I am trying to run an infinite task (until killed) in a tkinter GUI. I have attempted to use threads to stop the GUI freezing and infinitely hanging after executing this task. My expectation was that threading would stop the GUI (mainloop) hanging but this is not the case. My code is attached. Any ideas?
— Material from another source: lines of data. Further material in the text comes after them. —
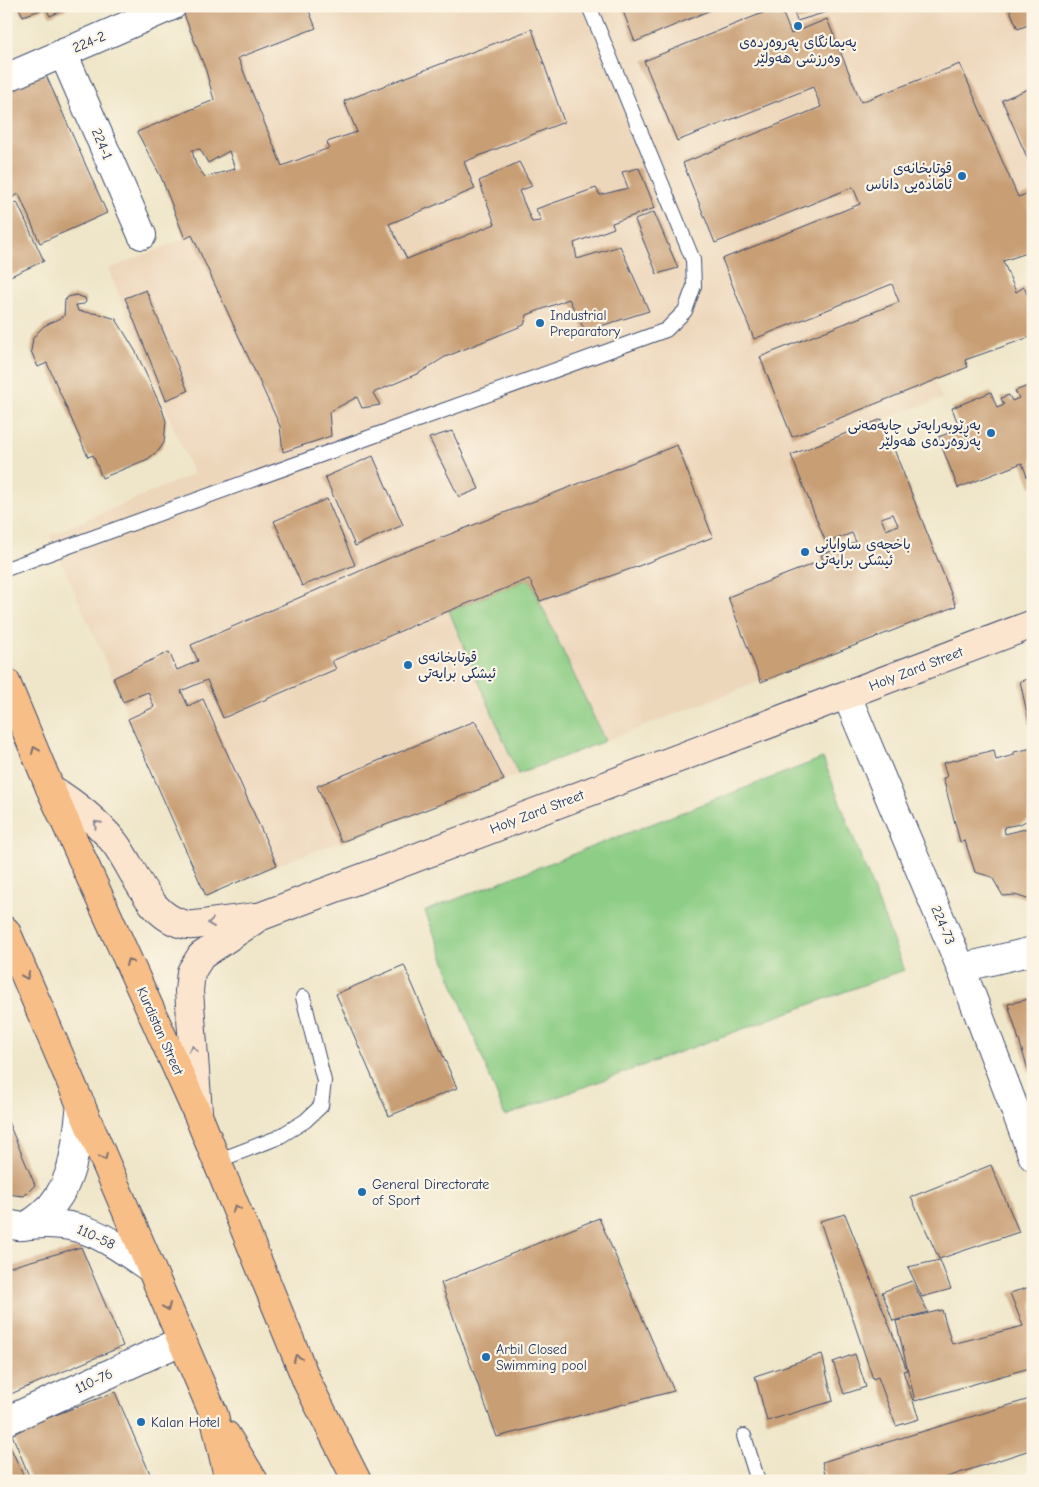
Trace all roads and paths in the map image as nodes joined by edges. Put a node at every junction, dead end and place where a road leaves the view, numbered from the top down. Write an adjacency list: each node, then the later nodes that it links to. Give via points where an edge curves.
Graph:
1 (172, 6): 3 (street, 224-2)
2 (589, 6): 6 (lane, via 693,260 694,286 685,312 666,330)
3 (63, 53): 4 (street, 224-2); 5 (street, 224-1)
4 (6, 78)
5 (142, 235)
6 (6, 569)
7 (1033, 624): 9 (street, Holy Zard Street)
8 (6, 682): 10 (highway, Kurdistan Street, one-way to 8)
9 (847, 696): 11 (street, Holy Zard Street); 14 (street, 224-73)
10 (50, 788): 11 (street, one-way to 10, via 189,926 167,917 149,900 114,843 96,822); 17 (highway, Kurdistan Street, one-way to 10)
11 (259, 917): 17 (street, Holy Zard Street, one-way to 11, via 189,991 191,972 201,956)
12 (6, 931): 16 (highway, one-way to 16)
13 (1033, 951): 14 (street)
14 (961, 968): 18 (street, 224-73)
15 (303, 997): 19 (lane, via 324,1081 321,1106 277,1138)
16 (81, 1104): 20 (street, via 72,1165 61,1194 38,1218); 21 (highway, one-way to 21)
17 (198, 1115): 19 (highway, Kurdistan Street)
18 (1033, 1157)
19 (217, 1161): 23 (highway, Kurdistan Street, one-way to 19)
20 (12, 1227): 21 (street, 110-58, via 73,1226 104,1237)
21 (151, 1269): 22 (highway, one-way to 22)
22 (181, 1341): 24 (highway); 25 (street, 110-76)
23 (308, 1384): 29 (highway, Kurdistan Street); 30 (highway, Kurdistan Street)
24 (214, 1415): 27 (highway); 28 (highway)
25 (6, 1421)
26 (744, 1436): 31 (lane)
27 (229, 1481)
28 (254, 1481)
29 (335, 1481)
30 (357, 1481)
31 (758, 1481)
There is only one line in the code I call the threading function.

Regards,

Jordan.

import nidaqmx.system
import nidaqmx
import numpy as np
import matplotlib.pyplot as plt
#from nidaqmx.stream_readers import AnalogMultiChannelReader, DigitalMultiChannelReader
#from nidaqmx.stream_writers import AnalogSingleChannelWriter
Volts = nidaqmx.constants.VoltageUnits.VOLTS
system = nidaqmx.system.System.local()
system.driver_version
from nidaqmx import stream_writers
#from nidaqmx.constants import LineGrouping
#from nidaqmx.constants import TerminalConfiguration
import time
import os
from PIL import Image
import tkinter as tk
from PIL import ImageTk
from matplotlib.backends.backend_tkagg import FigureCanvasTkAgg
import threading


dirpath = os.getcwd()
os.chdir(dirpath)
filename = r'Cutera_2.jpg'
img = Image.open(filename)
img.save('Cutera_logo.ico')
logo = dirpath + '\Cutera_logo.ico'
Astrum = dirpath + '\Astrum_board.png' 

img = Image.open(Astrum) # image extension *.png,*.jpg
width, height = img.size
enlarge = 1.75
new_width  = int(width*enlarge)
new_height = int(height*enlarge)
img = img.resize((new_width, new_height), Image.ANTIALIAS)
img.save('Astrum2.png')
Astrum2 = dirpath + '\Astrum2.png' 


system = nidaqmx.system.System.local()
print(system.driver_version)
for device in system.devices:
    dev = str(device).split('=')[1].split(')')[0]
    print(device)
    print(dev)

sample_clock = '/'+dev+'/ai/SampleClock'

def arm_laser(dev,state):
    if state == 'on':
        state = True
    elif state == 'off':
        state = False
    with nidaqmx.Task("arm") as arm:
        arm.do_channels.add_do_chan(dev+"/port1/line0")
        arm.write(state, auto_start=True)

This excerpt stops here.